Журнал рассказывает как о новинках в мире культуры, так и напоминает о лучших образцах, ставших классическими.
Культура как она есть. Театр - от древне, до новогреческого, естественно через нынешний российский, английский и разные прочие. Кино – от французского, до нигерийского. Литература – во всем ее многообразии. Музыка слов – поэзия и музыка в слове, - рассказы о композиторах и исполнителях. Музыка форм – архитектура. Искусств - объект приложения человеческих страстей и место проявления силы духа.
И культура. До 1913 года привилегированные, «культурные» классы: поместное дворянство, чиновничество и духовенство - составляли около одного процента населения России. Лишь незначительная часть этих классов имела полное право именоваться аристократией. Ну, еще некоторые, например, Чернышевский с Добролюбовым, называли себя «аристократами духа». Минувший двадцатый век - век воинствующего демократизма нанес существенный урон: как аристократии, так и аристократии духа. Есть ли вообще смысл говорить обо всем этом?
Это слово живет в языке, не становиться архаизмом, вместе со словами «панталоны, фрак, жилет», которых, как сказал Пушкин «на русском нет». Теперь эти слова на русском есть, но есть и слова: президент, генеральный директор, губернатор, топ-менеждер. Возможно, если сравнить государство с организмом, ничтожно малые числом сильные духом являлись в организме государства неким «ферментом», позволяющим ему функционировать. Ведь, например, огромный по сравнению с культурной «прослойкой» простой народ общими усилиями сочинил несколько десятков народных песен. А один аристократ по фамилии Пушкин - несколько томов стихов и прозы.
Константин Романов, Паоло Трубецкой и другие поэты, художники, музыканты были не только аристократами, но и «аристократами духа». Народ дал два великих полководца: Разина и Пугачева, аристократия, кроме двоих кроме князей Суворова и Кутузова, еще - две сотни...

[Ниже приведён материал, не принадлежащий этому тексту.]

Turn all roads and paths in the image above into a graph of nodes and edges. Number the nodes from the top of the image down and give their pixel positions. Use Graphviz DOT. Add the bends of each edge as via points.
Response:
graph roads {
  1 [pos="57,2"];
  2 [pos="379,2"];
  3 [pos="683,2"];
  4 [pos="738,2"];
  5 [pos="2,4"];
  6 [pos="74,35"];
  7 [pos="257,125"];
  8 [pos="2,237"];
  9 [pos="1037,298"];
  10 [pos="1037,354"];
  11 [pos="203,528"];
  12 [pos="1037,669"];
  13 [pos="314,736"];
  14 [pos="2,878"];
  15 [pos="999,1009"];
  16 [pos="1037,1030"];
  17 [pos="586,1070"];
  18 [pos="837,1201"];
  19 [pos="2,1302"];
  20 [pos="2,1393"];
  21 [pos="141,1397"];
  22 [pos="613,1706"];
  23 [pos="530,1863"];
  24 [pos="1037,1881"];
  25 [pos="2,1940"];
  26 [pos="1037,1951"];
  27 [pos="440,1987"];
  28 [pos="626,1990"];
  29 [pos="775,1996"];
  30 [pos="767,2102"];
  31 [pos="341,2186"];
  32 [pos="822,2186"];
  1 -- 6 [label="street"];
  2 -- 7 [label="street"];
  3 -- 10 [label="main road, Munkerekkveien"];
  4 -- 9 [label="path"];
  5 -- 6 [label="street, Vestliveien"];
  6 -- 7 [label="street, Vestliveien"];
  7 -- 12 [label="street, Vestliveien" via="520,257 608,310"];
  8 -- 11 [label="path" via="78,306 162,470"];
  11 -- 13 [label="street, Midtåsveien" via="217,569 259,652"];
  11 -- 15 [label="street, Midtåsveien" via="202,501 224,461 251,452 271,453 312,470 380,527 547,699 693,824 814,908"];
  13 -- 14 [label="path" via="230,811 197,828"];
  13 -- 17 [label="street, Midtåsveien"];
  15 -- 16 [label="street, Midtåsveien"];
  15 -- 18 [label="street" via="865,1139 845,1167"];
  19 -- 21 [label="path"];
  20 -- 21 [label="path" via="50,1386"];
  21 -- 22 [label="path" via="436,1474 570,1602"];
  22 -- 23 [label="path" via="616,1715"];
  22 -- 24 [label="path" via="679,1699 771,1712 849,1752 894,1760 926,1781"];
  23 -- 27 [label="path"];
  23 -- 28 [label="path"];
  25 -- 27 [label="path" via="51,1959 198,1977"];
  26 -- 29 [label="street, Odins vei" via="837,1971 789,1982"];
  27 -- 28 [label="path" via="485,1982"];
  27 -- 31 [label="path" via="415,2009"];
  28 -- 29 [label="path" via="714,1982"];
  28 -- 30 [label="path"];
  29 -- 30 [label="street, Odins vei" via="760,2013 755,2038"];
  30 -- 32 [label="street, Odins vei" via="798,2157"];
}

Можно взглянуть на наш быстроменяющийся мир с точки зрения угасания этого самого непонятного духа. Или растворения его в окружающей природе. Сие угасание-растворение происходит не просто так, а, в полном соответствие с диалектическим законом единства и борьбы противоположностей, сформулированном Демокритом, развитым Гегелем, а до большинства из нас дошедшим как ленинский. Народ и лучшие его представители любят друг друга и одновременно ненавидят. Стремятся уподобиться и испытывают отторжение.
Некоторые стороны элитной некогда ой жизни, как-то: пользование носовыми платками, чтение романов, поездки на курорты Баден Бадена, а так же целование ручек дамам - стали уже общедоступными. Причем в нашей «варварской» стране, подчас не в меньшей степени, чем в иных странах, соревнующихся за переходящее звание правофланговых и цивилизованных...
И, с другой стороны, помните ли вы поговорку советских годов о том, что «интеллигент появляется только в третьем поколении»? Это смягченный политкорректный вариант, на самом деле речь может идти - об аристократе. Когда говорят о тридцати поколениях предков аристократа – это вызывает недоумение, за тридцать поколений столько всего может произойти из того, что влияет на чистоту эксперимента?
Угасание высокой культуры - процесс едва просматриваемый, смутный, на него ненавязчиво накладываться другие. Но он идет и надо что-то с этим делать, как-то его сдерживать. Совершенно очевидно, что основополагающая черта приверженца культуры - его приверженность традициям. Следование определенным правилам. Ну и соответственно - способность традиции помнить, правила запоминать. То есть некий интеллектуальный уровень.
Только хорошо зная можно придумывать новое. И то, что новее нового. И так, если не до бесконечности, то по возможности дольше.